The Ferrari 458 Spider: An emotional roller coaster, brimming with eccentricity, brought to earth as one of the finest supercars the Prancing Horse has ever delivered. Its capricious character keeps the driver honest, and its effervescent personality enthralls. So why would you ruin it by adding more power?
That’s the question I sought to answer last week in Pebble Beach, as John Hennessey and his Hennessey Performance revealed his latest creation — a 738-hp, twin-turbo Ferrari 458.
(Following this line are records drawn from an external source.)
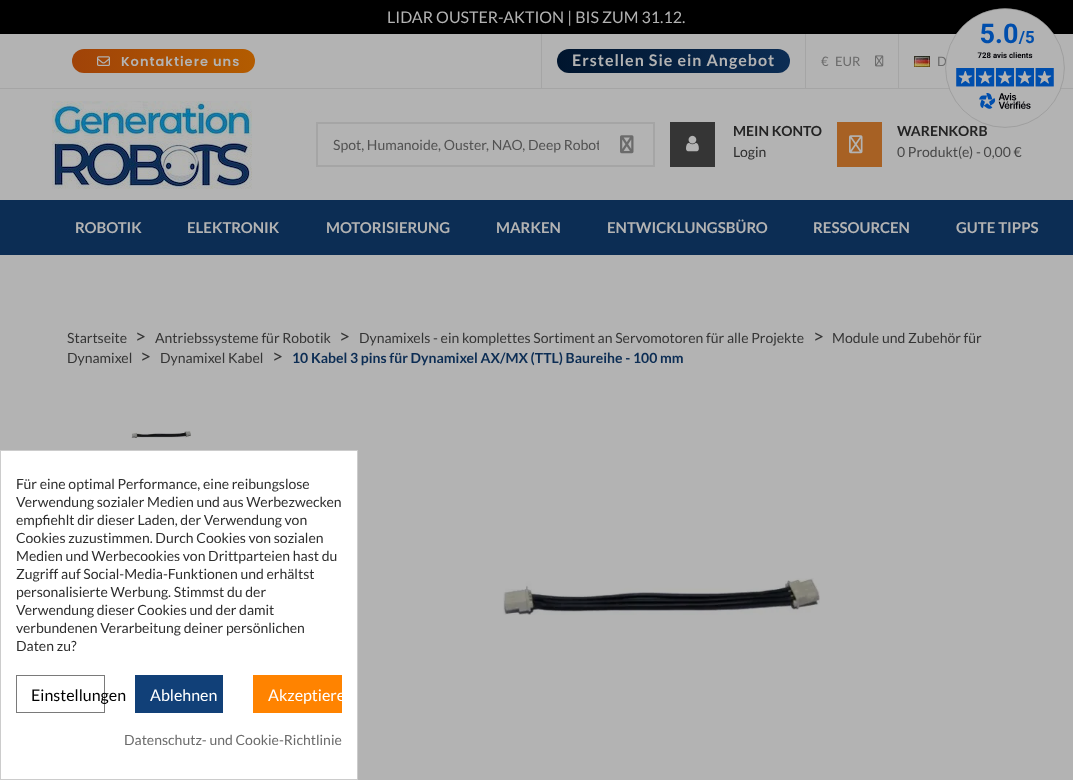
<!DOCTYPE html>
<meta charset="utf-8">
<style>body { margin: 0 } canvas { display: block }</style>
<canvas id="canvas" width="1073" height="780"></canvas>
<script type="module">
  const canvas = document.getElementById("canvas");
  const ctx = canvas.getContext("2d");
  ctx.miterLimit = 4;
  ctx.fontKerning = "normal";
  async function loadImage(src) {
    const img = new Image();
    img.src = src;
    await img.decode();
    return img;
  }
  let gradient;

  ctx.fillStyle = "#b3b3b3";
  ctx.fillRect(0, 0, 1073, 780);
  ctx.fillStyle = "#000000";
  ctx.fillRect(0, 0, 1073, 34);
  ctx.fillStyle = "#a5a5a5";
  ctx.fillRect(0, 88, 1073, 1);
  ctx.font = "13px Lato";
  ctx.fillStyle = "#6b6b6b";
  ctx.fillText("D", 937, 66);
  ctx.font = "bold 14px Lato";
  ctx.fillStyle = "#242424";
  ctx.fillText("WARENKORB", 897, 136);
  ctx.drawImage(await loadImage("img1.png"), 945, 8, 120, 120);
  ctx.font = "16px Lato";
  ctx.fillStyle = "#b3b3b3";
  ctx.fillText("LIDAR OUSTER-AKTION | BIS ZUM 31.12.", 387, 23);
  gradient = ctx.createLinearGradient(72, 61, 255, 61);
  gradient.addColorStop(0, "#a04308");
  gradient.addColorStop(1, "#b35c00");
  ctx.fillStyle = gradient;
  ctx.beginPath();
  ctx.roundRect(72, 49, 183, 24, 12);
  ctx.fill();
  ctx.drawImage(await loadImage("img2.png"), 97, 56, 13, 10);
  ctx.letterSpacing = "1px";
  ctx.font = "600 13px Poppins";
  ctx.fillStyle = "#b3b3b3";
  ctx.fillText("Kontaktiere uns", 121, 66);
  ctx.fillStyle = "#a5a5a5";
  ctx.fillRect(541, 34, 1, 54);
  gradient = ctx.createLinearGradient(557, 61, 790, 61);
  gradient.addColorStop(0, "#00152e");
  gradient.addColorStop(1, "#0c2d54");
  ctx.fillStyle = gradient;
  ctx.beginPath();
  ctx.roundRect(557, 49, 233, 24, 12);
  ctx.fill();
  ctx.font = "bold 16px Lato";
  ctx.fillStyle = "#b3b3b3";
  ctx.fillText("Erstellen Sie ein Angebot", 572, 66);
  ctx.fillStyle = "#a5a5a5";
  ctx.fillRect(805, 34, 1, 54);
  ctx.letterSpacing = "0px";
  ctx.font = "13px Lato";
  ctx.fillStyle = "#6b6b6b";
  ctx.fillText("€", 821, 66);
  ctx.fillText("EUR", 835, 66);
  ctx.drawImage(await loadImage("img3.png"), 875, 55, 9, 12);
  ctx.fillStyle = "#a5a5a5";
  ctx.fillRect(898, 34, 1, 54);
  ctx.drawImage(await loadImage("img4.png"), 914, 56, 16, 11);
  ctx.drawImage(await loadImage("img5.png"), 52, 101, 200, 88);
  ctx.strokeStyle = "#a5a5a5";
  ctx.lineWidth = 2;
  ctx.strokeRect(317, 123, 298, 43);
  ctx.save();
  ctx.beginPath();
  ctx.rect(333, 136, 266, 17);
  ctx.clip();
  ctx.font = "14px Lato";
  ctx.fillStyle = "#525252";
  ctx.fillText("Spot, Humanoide, Ouster, NAO, Deep Robot", 333, 150);
  ctx.restore();
  ctx.fillStyle = "#b3b3b3";
  ctx.fillRect(614, 124, 2, 41);
  ctx.fillStyle = "#a5a5a5";
  ctx.fillRect(616, 122, 39, 2);
  ctx.fillRect(653, 122, 2, 45);
  ctx.fillRect(616, 165, 39, 2);
  ctx.drawImage(await loadImage("img6.png"), 620, 135, 14, 19);
  ctx.fillStyle = "#353535";
  ctx.fillRect(670, 122, 45, 45);
  ctx.drawImage(await loadImage("img7.png"), 686, 135, 13, 17);
  ctx.font = "bold 14px Lato";
  ctx.fillStyle = "#242424";
  ctx.fillText("MEIN KONTO", 733, 136);
  ctx.font = "14px Lato";
  ctx.fillStyle = "#2e2e2e";
  ctx.fillText("Login", 733, 157);
  ctx.fillStyle = "#a76124";
  ctx.fillRect(837, 122, 45, 45);
  ctx.drawImage(await loadImage("img8.png"), 849, 135, 14, 19);
  ctx.fillStyle = "#474747";
  ctx.fillText("0 Produkt(e) - 0,00 €", 897, 157);
  ctx.fillStyle = "#0c2d54";
  ctx.fillRect(0, 200, 1073, 55);
  ctx.font = "bold 15px Lato";
  ctx.fillStyle = "#b3b3b3";
  ctx.fillText("ROBOTIK", 75, 233);
  ctx.fillText("ELEKTRONIK", 187, 233);
  ctx.fillText("MOTORISIERUNG", 326, 233);
  ctx.fillText("MARKEN", 496, 233);
  ctx.fillText("ENTWICKLUNGSBÜRO", 607, 233);
  ctx.fillText("RESSOURCEN", 813, 233);
  ctx.fillText("GUTE TIPPS", 956, 233);
  ctx.font = "14px Lato";
  ctx.fillStyle = "#353535";
  ctx.fillText("Startseite", 67, 343);
  ctx.font = "19px Lato";
  ctx.fillText(">", 135, 343);
  ctx.font = "14px Lato";
  ctx.fillText("Antriebssysteme für Robotik", 155, 343);
  ctx.font = "19px Lato";
  ctx.fillText(">", 339, 343);
  ctx.font = "14px Lato";
  ctx.fillText("Dynamixels - ein komplettes Sortiment an Servomotoren für alle Projekte", 359, 343);
  ctx.font = "19px Lato";
  ctx.fillText(">", 813, 343);
  ctx.font = "14px Lato";
  ctx.fillText("Module und Zubehör für", 832, 343);
  ctx.fillText("Dynamixel", 67, 363);
  ctx.font = "19px Lato";
  ctx.fillText(">", 140, 363);
  ctx.font = "14px Lato";
  ctx.fillText("Dynamixel Kabel", 160, 363);
  ctx.font = "19px Lato";
  ctx.fillText(">", 272, 363);
  ctx.font = "bold 14px Lato";
  ctx.fillStyle = "#0c2d54";
  ctx.fillText("10 Kabel 3 pins für Dynamixel AX/MX (TTL) Baureihe - 100 mm", 292, 363);
  ctx.drawImage(await loadImage("img9.png"), 131, 431, 60, 7);
  ctx.drawImage(await loadImage("img10.png"), 503, 578, 317, 37);
  ctx.fillStyle = "#ffffff";
  ctx.beginPath();
  ctx.rect(0.5, 450.5, 357, 329);
  ctx.fill();
  ctx.strokeStyle = "#cccccc";
  ctx.lineWidth = 1;
  ctx.stroke();
  ctx.font = "14px Lato";
  ctx.fillStyle = "#2e2e2e";
  ctx.fillText("Für eine optimal Performance, eine reibungslose", 16, 489);
  ctx.fillText("Verwendung sozialer Medien und aus Werbezwecken", 16, 507);
  ctx.fillText("empfiehlt dir dieser Laden, der Verwendung von", 16, 525);
  ctx.fillText("Cookies zuzustimmen. Durch Cookies von sozialen", 16, 543);
  ctx.fillText("Medien und Werbecookies von Drittparteien hast du", 16, 561);
  ctx.fillText("Zugriff auf Social-Media-Funktionen und erhältst", 16, 579);
  ctx.fillText("personalisierte Werbung. Stimmst du der", 16, 597);
  ctx.fillText("Verwendung dieser Cookies und der damit", 16, 615);
  ctx.fillText("verbundenen Verarbeitung deiner persönlichen", 16, 633);
  ctx.fillText("Daten zu?", 16, 651);
  ctx.strokeStyle = "#7a7a7a";
  ctx.strokeRect(16.5, 675.5, 88, 37);
  ctx.font = "16px Lato";
  ctx.fillStyle = "#000000";
  ctx.fillText("Einstellungen", 31, 701);
  ctx.fillStyle = "#114078";
  ctx.fillRect(135, 675, 88, 38);
  ctx.fillStyle = "#ffffff";
  ctx.fillText("Ablehnen", 150, 701);
  ctx.fillStyle = "#ff8300";
  ctx.fillRect(253, 675, 89, 38);
  ctx.fillStyle = "#ffffff";
  ctx.fillText("Akzeptiere", 268, 701);
  ctx.font = "14px Lato";
  ctx.fillStyle = "#6b6b6b";
  ctx.fillText("Datenschutz- und Cookie-Richtlinie", 124, 745);
</script>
Keen enthusiasts will recognize the Hennessey name, as he offers performance upgrades for practically every vehicle on the market — even a Ford Taurus. In recent months, the company’s claim to fame has been its Venom GT, partially based on a Lotus, and arguably (if you ask Hennessey himself) the fastest road car in the world.
I’m not opposed to insane tuning, like with the Venom GT. In fact, I welcome it. But adding power to a Ferrari 458 seems, well, pointless. To me, tuner cars should be Nissan GT-Rs and Cadillac CTS-Vs—all of which Hennessey tunes to great acclaim. Both, admittedly, needn’t be touched, but for those that want the ultimate in performance, cars like these offer the perfect platform. Messing with a Ferrari feels like sending your dish back to Thomas Keller for not having enough spice; surely Ferrari's chefs know what's best for their creation.
So what about this Ferrari? Would an owner having just shelled out close to $300,000 on a shiny Italian supercar really have it tuned?
By simply adding two turbos, each with a mild seven psi of boost, power from the 4.5-liter V-8 rockets from 562 hp to 738 hp. Other than some cooling work and a reflash of the Ferrari computer controls, that’s all Hennessey has done. (Oh, and added some custom black wheels.) There are no suspension tweaks, no ride height adjustments, no braking upgrades, nothing. It’s just more raw power.
I fired the engine, readying for my drive. It didn’t rattle. It didn’t clatter. It’s like my wife’s mashed potatoes, perfectly creamy and without lumps. (Most of the time.)
Heading onto the roads around Pebble Beach, even the noise at idle stunned. Ferraris always sound symphonic, yet the whistle from the turbos adds a visceral character. And the first time I laid into the throttle, the thought came to mind: Holy mother of all that is evil, what is this thing thou hast thrust upon me?
Even a 5 mph throttle blip was enough for Pebble Beach-area law enforcement to warn that it would toss the Hennessey into the impound lot if I disturbed too much peninsular peace. The Hennessey causes passersby to leap through bushes, over gates, and ditches; barging young children, pushing grandmothers, and kicking the homeless; just so as they can get a glimpse at what’s making this heavenly sound. One expects Michael Schumacher or Fernando Alonso, and from behind the wheel, you feel like them.
Depressing the gas pedal further only morphs those passersby into terrified, leaping objects, as they retreat back to where they came--fearing the 458 has mutated into a extraterrestrial lawnmower. The entire backdrop turns to a blur, and you don’t even notice the remnants of chaos left behind. Nor the Lamborghini you left in a ditch. Or the 15 police cars chasing behind.
You want to keep stabbing the throttle. You want to shriek in pleasure, and yet wail in terror. This car is unimaginably fast. At little over 3,000 lbs., it sprints to 60 mph in 2.8 seconds. It’ll continue up the quarter mile in 10.5 seconds. It’ll blow your eardrums. And from the outside, you’ll appear jaded and pretentious. Like a Kardashian, only infinitely cooler.
The car remains way too fast for the road. Never will you use the machine for what it’s designed. In my run around the winding roads of Pebble Beach, I barely reached full throttle — and I couldn’t without endangering others. So what, you may ask, is the point? Why spend $59,995 on adding something that, based on all known rationality, doesn’t need adding?
The answer’s simple: Because it makes you feel alive.
Thrill seekers jump off mountains and swim with sharks, while children snort pepper and kick each other in the groin; all with an aim to experience that same rush. This car eradicates hangovers, clears consciences and ruins hair. It’s what the spirit of driving entails. It’s why we love it. It’s what we once imagined that supercar on our bedroom wall would feel like from behind the wheel. In fact, it may be more surreal than even a 14-year-old’s undefiled mind can imagine.
No, you don’t need to add turbos to a Ferrari—in the same way you don’t need that new iPhone. A stock Ferrari 458 is perhaps the greatest car on the market, but Hennessey’s tweaks make it every childhood fantasy. Short of driving a meteor, or a nuclear missile, or the Batmobile (or perhaps a Venom GT), the Hennessey 458 is the craziest, most ludicrous machine in the world. It makes the term “hyperbole” obsolete.